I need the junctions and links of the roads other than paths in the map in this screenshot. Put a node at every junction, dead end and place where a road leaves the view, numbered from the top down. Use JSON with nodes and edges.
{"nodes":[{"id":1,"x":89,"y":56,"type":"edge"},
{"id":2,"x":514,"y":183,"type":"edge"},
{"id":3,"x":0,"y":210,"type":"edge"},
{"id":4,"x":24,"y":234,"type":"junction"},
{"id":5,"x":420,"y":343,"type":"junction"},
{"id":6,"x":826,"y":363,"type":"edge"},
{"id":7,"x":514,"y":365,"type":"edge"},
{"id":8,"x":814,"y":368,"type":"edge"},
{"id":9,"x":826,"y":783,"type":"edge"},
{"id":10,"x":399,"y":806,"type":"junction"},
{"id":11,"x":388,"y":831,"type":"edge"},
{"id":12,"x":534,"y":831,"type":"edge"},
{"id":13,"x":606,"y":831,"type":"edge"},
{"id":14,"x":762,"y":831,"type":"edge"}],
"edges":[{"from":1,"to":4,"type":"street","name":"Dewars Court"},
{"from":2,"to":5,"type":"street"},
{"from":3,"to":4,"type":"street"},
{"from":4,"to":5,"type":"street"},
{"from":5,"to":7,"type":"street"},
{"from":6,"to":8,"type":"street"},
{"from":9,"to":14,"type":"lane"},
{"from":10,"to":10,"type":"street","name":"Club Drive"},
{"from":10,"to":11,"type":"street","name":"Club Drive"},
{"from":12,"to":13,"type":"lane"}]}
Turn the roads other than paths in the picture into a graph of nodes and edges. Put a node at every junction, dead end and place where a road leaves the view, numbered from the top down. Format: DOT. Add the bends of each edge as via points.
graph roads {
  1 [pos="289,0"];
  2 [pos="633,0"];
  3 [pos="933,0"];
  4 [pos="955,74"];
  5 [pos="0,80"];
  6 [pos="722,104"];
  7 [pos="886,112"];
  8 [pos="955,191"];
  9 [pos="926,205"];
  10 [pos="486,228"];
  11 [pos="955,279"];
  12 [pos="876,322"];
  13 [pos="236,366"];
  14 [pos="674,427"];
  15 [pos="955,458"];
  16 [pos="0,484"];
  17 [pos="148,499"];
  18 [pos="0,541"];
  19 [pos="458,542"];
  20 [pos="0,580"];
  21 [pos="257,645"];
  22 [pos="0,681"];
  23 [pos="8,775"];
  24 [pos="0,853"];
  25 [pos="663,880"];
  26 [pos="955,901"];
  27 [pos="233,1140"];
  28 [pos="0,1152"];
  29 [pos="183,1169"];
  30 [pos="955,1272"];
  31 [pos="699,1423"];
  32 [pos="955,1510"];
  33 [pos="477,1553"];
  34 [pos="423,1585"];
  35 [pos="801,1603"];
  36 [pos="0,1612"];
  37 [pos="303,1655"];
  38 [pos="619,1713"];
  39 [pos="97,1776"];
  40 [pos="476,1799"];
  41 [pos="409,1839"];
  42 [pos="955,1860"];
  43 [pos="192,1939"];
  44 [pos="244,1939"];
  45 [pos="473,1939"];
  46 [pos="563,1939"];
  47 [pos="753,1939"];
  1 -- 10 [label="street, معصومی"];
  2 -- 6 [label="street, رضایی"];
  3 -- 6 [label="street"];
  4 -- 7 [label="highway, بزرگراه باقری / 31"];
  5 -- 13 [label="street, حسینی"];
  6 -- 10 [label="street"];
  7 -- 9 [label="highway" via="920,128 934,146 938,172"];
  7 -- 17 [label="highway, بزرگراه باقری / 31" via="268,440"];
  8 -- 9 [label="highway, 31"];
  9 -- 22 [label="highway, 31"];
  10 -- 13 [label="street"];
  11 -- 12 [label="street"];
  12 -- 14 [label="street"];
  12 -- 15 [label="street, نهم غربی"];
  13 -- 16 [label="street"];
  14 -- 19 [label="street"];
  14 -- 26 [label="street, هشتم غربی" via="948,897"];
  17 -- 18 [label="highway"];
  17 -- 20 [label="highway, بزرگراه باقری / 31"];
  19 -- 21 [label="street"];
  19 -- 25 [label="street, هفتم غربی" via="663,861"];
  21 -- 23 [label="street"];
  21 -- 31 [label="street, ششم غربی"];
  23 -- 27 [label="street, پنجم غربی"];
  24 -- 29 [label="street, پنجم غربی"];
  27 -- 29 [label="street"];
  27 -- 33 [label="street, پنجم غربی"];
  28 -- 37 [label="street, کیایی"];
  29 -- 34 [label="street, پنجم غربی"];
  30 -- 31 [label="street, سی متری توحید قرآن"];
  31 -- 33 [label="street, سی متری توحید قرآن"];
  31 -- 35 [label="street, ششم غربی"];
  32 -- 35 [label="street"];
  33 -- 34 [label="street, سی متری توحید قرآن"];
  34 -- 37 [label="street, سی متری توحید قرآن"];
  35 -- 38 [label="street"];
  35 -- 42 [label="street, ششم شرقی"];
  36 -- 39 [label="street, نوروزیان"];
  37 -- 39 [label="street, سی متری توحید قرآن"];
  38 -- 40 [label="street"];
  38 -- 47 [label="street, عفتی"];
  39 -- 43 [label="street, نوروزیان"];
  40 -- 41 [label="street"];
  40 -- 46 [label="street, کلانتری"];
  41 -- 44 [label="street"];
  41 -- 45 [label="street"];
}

************

### REQUIRED ACTION:
Each line above must be printed exactly as it appears.

### RESPONSE BELOW:
I need the junctions and links of the roads other than paths in the map in this screenshot. Put a node at every junction, dead end and place where a road leaves the view, numbered from the top down. Use JSON with nodes and edges.
{"nodes":[{"id":1,"x":89,"y":56,"type":"edge"},
{"id":2,"x":514,"y":183,"type":"edge"},
{"id":3,"x":0,"y":210,"type":"edge"},
{"id":4,"x":24,"y":234,"type":"junction"},
{"id":5,"x":420,"y":343,"type":"junction"},
{"id":6,"x":826,"y":363,"type":"edge"},
{"id":7,"x":514,"y":365,"type":"edge"},
{"id":8,"x":814,"y":368,"type":"edge"},
{"id":9,"x":826,"y":783,"type":"edge"},
{"id":10,"x":399,"y":806,"type":"junction"},
{"id":11,"x":388,"y":831,"type":"edge"},
{"id":12,"x":534,"y":831,"type":"edge"},
{"id":13,"x":606,"y":831,"type":"edge"},
{"id":14,"x":762,"y":831,"type":"edge"}],
"edges":[{"from":1,"to":4,"type":"street","name":"Dewars Court"},
{"from":2,"to":5,"type":"street"},
{"from":3,"to":4,"type":"street"},
{"from":4,"to":5,"type":"street"},
{"from":5,"to":7,"type":"street"},
{"from":6,"to":8,"type":"street"},
{"from":9,"to":14,"type":"lane"},
{"from":10,"to":10,"type":"street","name":"Club Drive"},
{"from":10,"to":11,"type":"street","name":"Club Drive"},
{"from":12,"to":13,"type":"lane"}]}
Turn the roads other than paths in the picture into a graph of nodes and edges. Put a node at every junction, dead end and place where a road leaves the view, numbered from the top down. Format: DOT. Add the bends of each edge as via points.
graph roads {
  1 [pos="289,0"];
  2 [pos="633,0"];
  3 [pos="933,0"];
  4 [pos="955,74"];
  5 [pos="0,80"];
  6 [pos="722,104"];
  7 [pos="886,112"];
  8 [pos="955,191"];
  9 [pos="926,205"];
  10 [pos="486,228"];
  11 [pos="955,279"];
  12 [pos="876,322"];
  13 [pos="236,366"];
  14 [pos="674,427"];
  15 [pos="955,458"];
  16 [pos="0,484"];
  17 [pos="148,499"];
  18 [pos="0,541"];
  19 [pos="458,542"];
  20 [pos="0,580"];
  21 [pos="257,645"];
  22 [pos="0,681"];
  23 [pos="8,775"];
  24 [pos="0,853"];
  25 [pos="663,880"];
  26 [pos="955,901"];
  27 [pos="233,1140"];
  28 [pos="0,1152"];
  29 [pos="183,1169"];
  30 [pos="955,1272"];
  31 [pos="699,1423"];
  32 [pos="955,1510"];
  33 [pos="477,1553"];
  34 [pos="423,1585"];
  35 [pos="801,1603"];
  36 [pos="0,1612"];
  37 [pos="303,1655"];
  38 [pos="619,1713"];
  39 [pos="97,1776"];
  40 [pos="476,1799"];
  41 [pos="409,1839"];
  42 [pos="955,1860"];
  43 [pos="192,1939"];
  44 [pos="244,1939"];
  45 [pos="473,1939"];
  46 [pos="563,1939"];
  47 [pos="753,1939"];
  1 -- 10 [label="street, معصومی"];
  2 -- 6 [label="street, رضایی"];
  3 -- 6 [label="street"];
  4 -- 7 [label="highway, بزرگراه باقری / 31"];
  5 -- 13 [label="street, حسینی"];
  6 -- 10 [label="street"];
  7 -- 9 [label="highway" via="920,128 934,146 938,172"];
  7 -- 17 [label="highway, بزرگراه باقری / 31" via="268,440"];
  8 -- 9 [label="highway, 31"];
  9 -- 22 [label="highway, 31"];
  10 -- 13 [label="street"];
  11 -- 12 [label="street"];
  12 -- 14 [label="street"];
  12 -- 15 [label="street, نهم غربی"];
  13 -- 16 [label="street"];
  14 -- 19 [label="street"];
  14 -- 26 [label="street, هشتم غربی" via="948,897"];
  17 -- 18 [label="highway"];
  17 -- 20 [label="highway, بزرگراه باقری / 31"];
  19 -- 21 [label="street"];
  19 -- 25 [label="street, هفتم غربی" via="663,861"];
  21 -- 23 [label="street"];
  21 -- 31 [label="street, ششم غربی"];
  23 -- 27 [label="street, پنجم غربی"];
  24 -- 29 [label="street, پنجم غربی"];
  27 -- 29 [label="street"];
  27 -- 33 [label="street, پنجم غربی"];
  28 -- 37 [label="street, کیایی"];
  29 -- 34 [label="street, پنجم غربی"];
  30 -- 31 [label="street, سی متری توحید قرآن"];
  31 -- 33 [label="street, سی متری توحید قرآن"];
  31 -- 35 [label="street, ششم غربی"];
  32 -- 35 [label="street"];
  33 -- 34 [label="street, سی متری توحید قرآن"];
  34 -- 37 [label="street, سی متری توحید قرآن"];
  35 -- 38 [label="street"];
  35 -- 42 [label="street, ششم شرقی"];
  36 -- 39 [label="street, نوروزیان"];
  37 -- 39 [label="street, سی متری توحید قرآن"];
  38 -- 40 [label="street"];
  38 -- 47 [label="street, عفتی"];
  39 -- 43 [label="street, نوروزیان"];
  40 -- 41 [label="street"];
  40 -- 46 [label="street, کلانتری"];
  41 -- 44 [label="street"];
  41 -- 45 [label="street"];
}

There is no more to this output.